Check each line of the material that follows, and copy those holding the string "Left".
Start of Source material
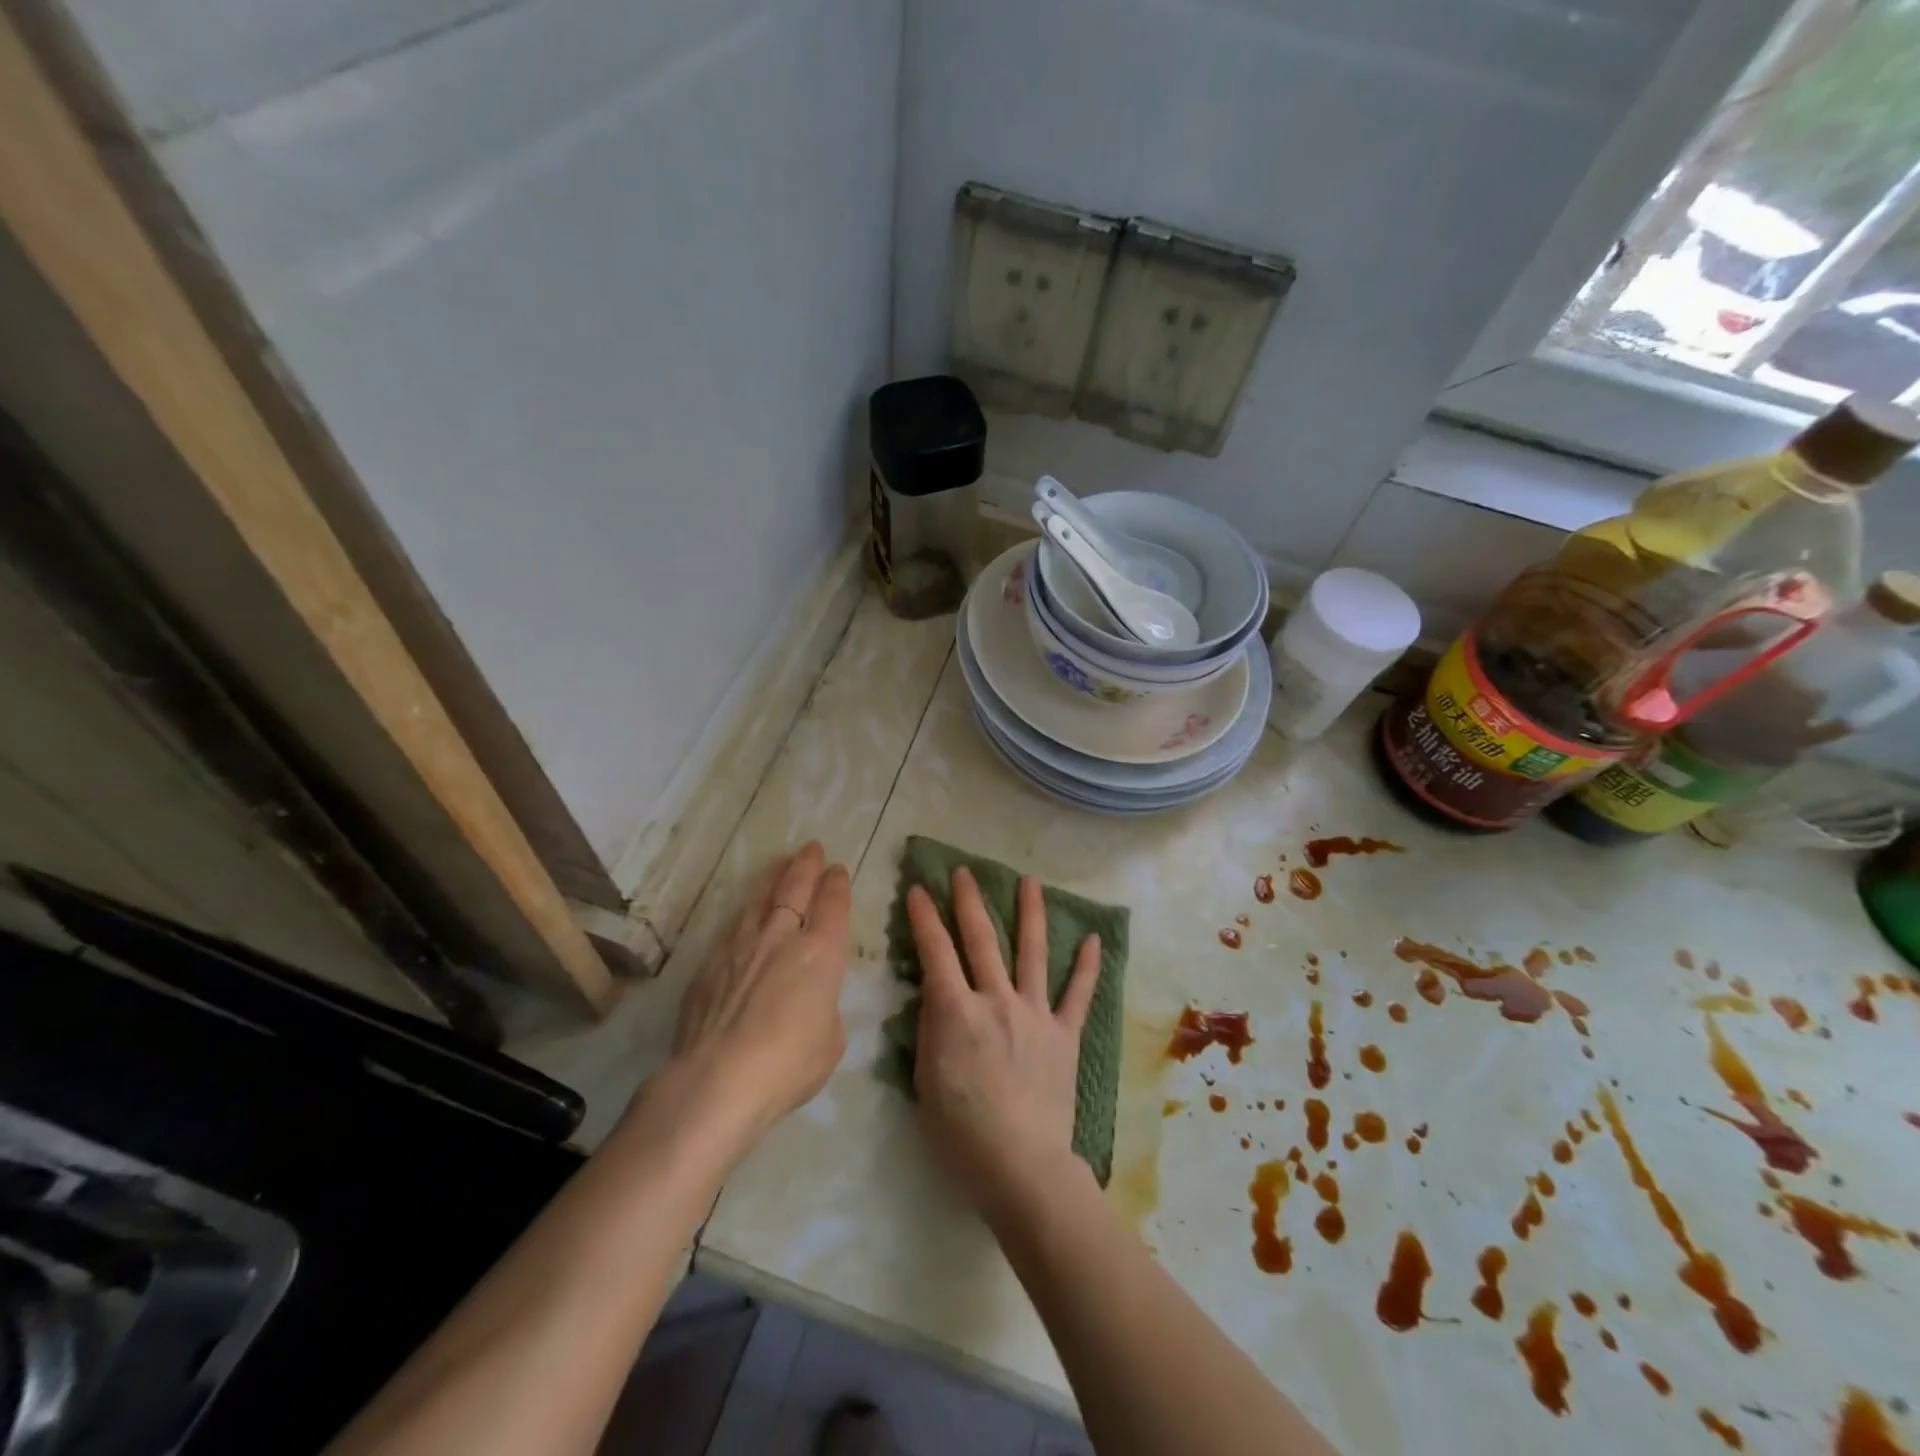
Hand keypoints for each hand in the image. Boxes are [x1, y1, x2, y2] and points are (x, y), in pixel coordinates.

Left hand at [665, 842, 852, 1150]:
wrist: (718, 1079)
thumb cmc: (789, 1063)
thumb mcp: (831, 1040)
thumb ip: (825, 1009)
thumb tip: (810, 1003)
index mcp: (821, 952)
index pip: (833, 904)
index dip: (837, 884)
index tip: (837, 869)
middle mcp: (781, 937)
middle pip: (795, 888)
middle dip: (806, 865)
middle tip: (811, 848)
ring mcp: (741, 946)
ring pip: (759, 899)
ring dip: (772, 879)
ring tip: (779, 865)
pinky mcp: (709, 964)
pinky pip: (732, 927)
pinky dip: (744, 913)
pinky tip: (744, 913)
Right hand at [907, 868, 1101, 1220]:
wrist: (1021, 1166)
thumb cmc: (961, 1132)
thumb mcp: (926, 1080)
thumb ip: (931, 1030)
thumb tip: (936, 997)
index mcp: (957, 1011)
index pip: (935, 951)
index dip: (923, 917)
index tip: (917, 889)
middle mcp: (996, 1000)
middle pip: (981, 940)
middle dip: (969, 902)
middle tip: (963, 871)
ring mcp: (1035, 1013)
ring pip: (1032, 952)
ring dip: (1030, 913)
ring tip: (1029, 880)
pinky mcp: (1064, 1034)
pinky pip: (1078, 995)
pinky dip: (1087, 967)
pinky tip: (1093, 938)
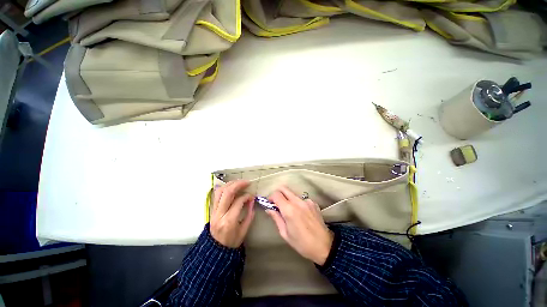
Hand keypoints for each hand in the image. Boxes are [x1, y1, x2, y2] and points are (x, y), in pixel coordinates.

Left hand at [210, 180, 254, 247]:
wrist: (216, 251)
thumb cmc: (232, 242)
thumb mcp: (244, 230)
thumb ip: (249, 214)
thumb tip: (251, 200)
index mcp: (229, 221)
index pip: (238, 201)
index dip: (247, 196)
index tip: (252, 196)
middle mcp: (219, 214)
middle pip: (227, 193)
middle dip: (238, 184)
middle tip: (247, 182)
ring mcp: (213, 212)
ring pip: (219, 192)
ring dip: (230, 184)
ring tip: (238, 182)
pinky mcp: (211, 210)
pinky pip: (216, 195)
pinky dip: (223, 188)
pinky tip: (230, 186)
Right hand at [266, 186, 333, 265]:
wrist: (324, 246)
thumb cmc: (302, 243)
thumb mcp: (285, 233)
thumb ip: (276, 218)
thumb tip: (269, 209)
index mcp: (289, 210)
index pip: (276, 194)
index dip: (271, 197)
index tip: (270, 204)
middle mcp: (298, 201)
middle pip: (284, 188)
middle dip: (278, 193)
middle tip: (277, 204)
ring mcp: (307, 201)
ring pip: (293, 194)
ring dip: (288, 199)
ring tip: (291, 212)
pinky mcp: (313, 203)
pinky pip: (302, 199)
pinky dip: (298, 203)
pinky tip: (301, 214)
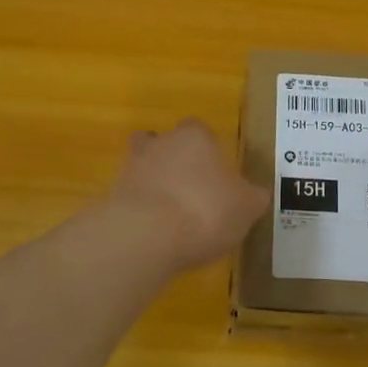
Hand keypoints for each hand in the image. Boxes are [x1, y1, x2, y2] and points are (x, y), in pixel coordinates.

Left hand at [107, 119, 269, 276]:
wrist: (146, 235)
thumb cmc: (206, 210)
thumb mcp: (246, 207)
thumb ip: (252, 197)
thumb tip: (255, 195)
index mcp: (195, 136)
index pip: (201, 131)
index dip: (208, 152)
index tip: (217, 176)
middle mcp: (160, 143)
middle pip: (167, 144)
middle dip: (177, 164)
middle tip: (193, 193)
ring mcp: (131, 167)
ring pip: (144, 168)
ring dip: (155, 186)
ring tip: (172, 216)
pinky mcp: (112, 196)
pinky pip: (131, 198)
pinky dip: (141, 212)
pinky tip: (155, 235)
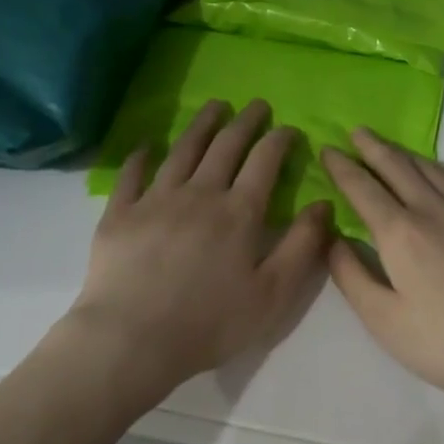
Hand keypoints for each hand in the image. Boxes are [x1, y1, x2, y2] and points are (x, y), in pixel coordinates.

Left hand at [71, 99, 330, 402]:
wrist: (132, 339)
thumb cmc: (211, 323)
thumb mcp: (273, 293)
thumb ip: (302, 246)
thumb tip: (324, 204)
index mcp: (239, 212)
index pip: (264, 161)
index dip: (279, 140)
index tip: (289, 128)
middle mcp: (199, 194)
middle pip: (225, 146)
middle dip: (245, 122)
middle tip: (256, 105)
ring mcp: (155, 200)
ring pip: (182, 150)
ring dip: (201, 125)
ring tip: (214, 107)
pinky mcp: (120, 213)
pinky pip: (132, 174)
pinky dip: (142, 154)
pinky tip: (149, 144)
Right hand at [321, 130, 443, 413]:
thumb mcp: (383, 320)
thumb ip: (352, 276)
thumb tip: (332, 239)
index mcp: (401, 232)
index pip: (363, 189)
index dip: (342, 167)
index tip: (327, 149)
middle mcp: (436, 212)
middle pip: (400, 169)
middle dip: (375, 148)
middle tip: (358, 131)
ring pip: (439, 174)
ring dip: (413, 157)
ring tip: (398, 150)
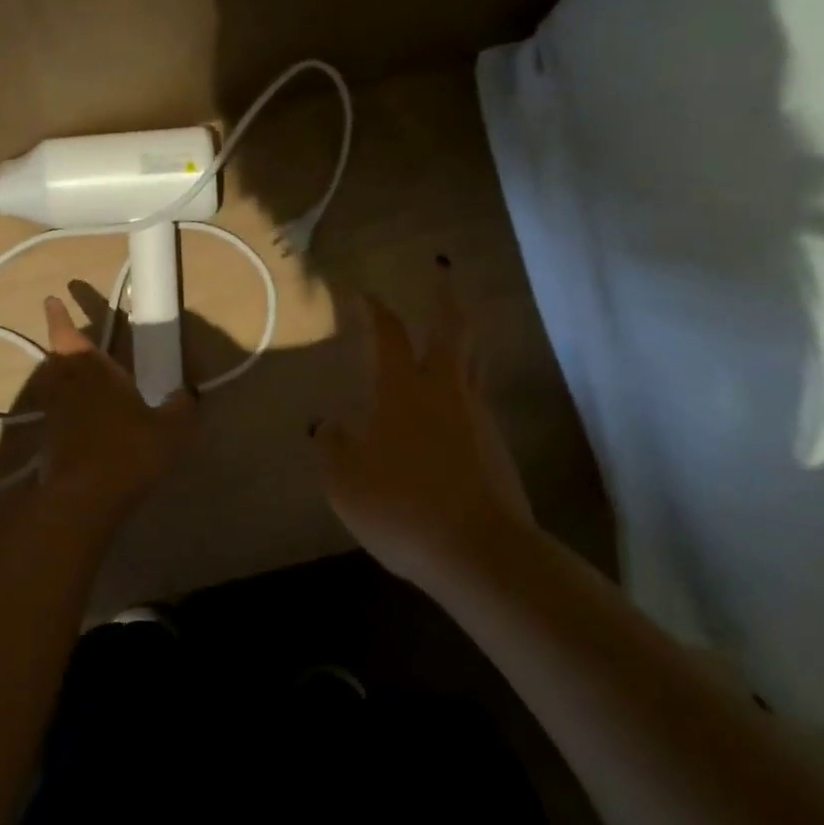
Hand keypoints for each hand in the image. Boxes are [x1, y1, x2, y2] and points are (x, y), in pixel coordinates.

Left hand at [31, 295, 197, 528]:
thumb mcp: (171, 429)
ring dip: (63, 377)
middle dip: (64, 346)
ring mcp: (55, 415)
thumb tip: (188, 392)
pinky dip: (67, 409)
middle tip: (75, 340)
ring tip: (83, 379)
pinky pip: (58, 413)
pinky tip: (86, 421)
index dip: (59, 317)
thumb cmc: (127, 451)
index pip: (68, 335)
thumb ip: (182, 407)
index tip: (52, 299)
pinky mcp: (50, 442)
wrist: (83, 501)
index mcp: (93, 371)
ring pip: (56, 386)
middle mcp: (68, 386)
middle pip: (58, 359)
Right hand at [315, 269, 530, 591]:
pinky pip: (477, 400)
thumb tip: (327, 425)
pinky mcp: (496, 446)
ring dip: (461, 339)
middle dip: (445, 296)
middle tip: (444, 270)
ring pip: (472, 362)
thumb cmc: (403, 506)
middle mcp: (444, 390)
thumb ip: (331, 447)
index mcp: (403, 389)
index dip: (375, 309)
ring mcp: (476, 416)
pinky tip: (450, 406)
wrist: (482, 553)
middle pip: (452, 330)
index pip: (389, 334)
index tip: (364, 293)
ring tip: (450, 332)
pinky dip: (464, 385)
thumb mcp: (345, 481)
End of Source material
# [Worked solution]
Left hand at [665, 842, 852, 1150]:
Left hand at [210, 180, 254, 247]:
Left hand at [107, 119, 269, 276]:
Left hand at [71, 99, 330, 402]:
Left hand at [31, 295, 197, 528]:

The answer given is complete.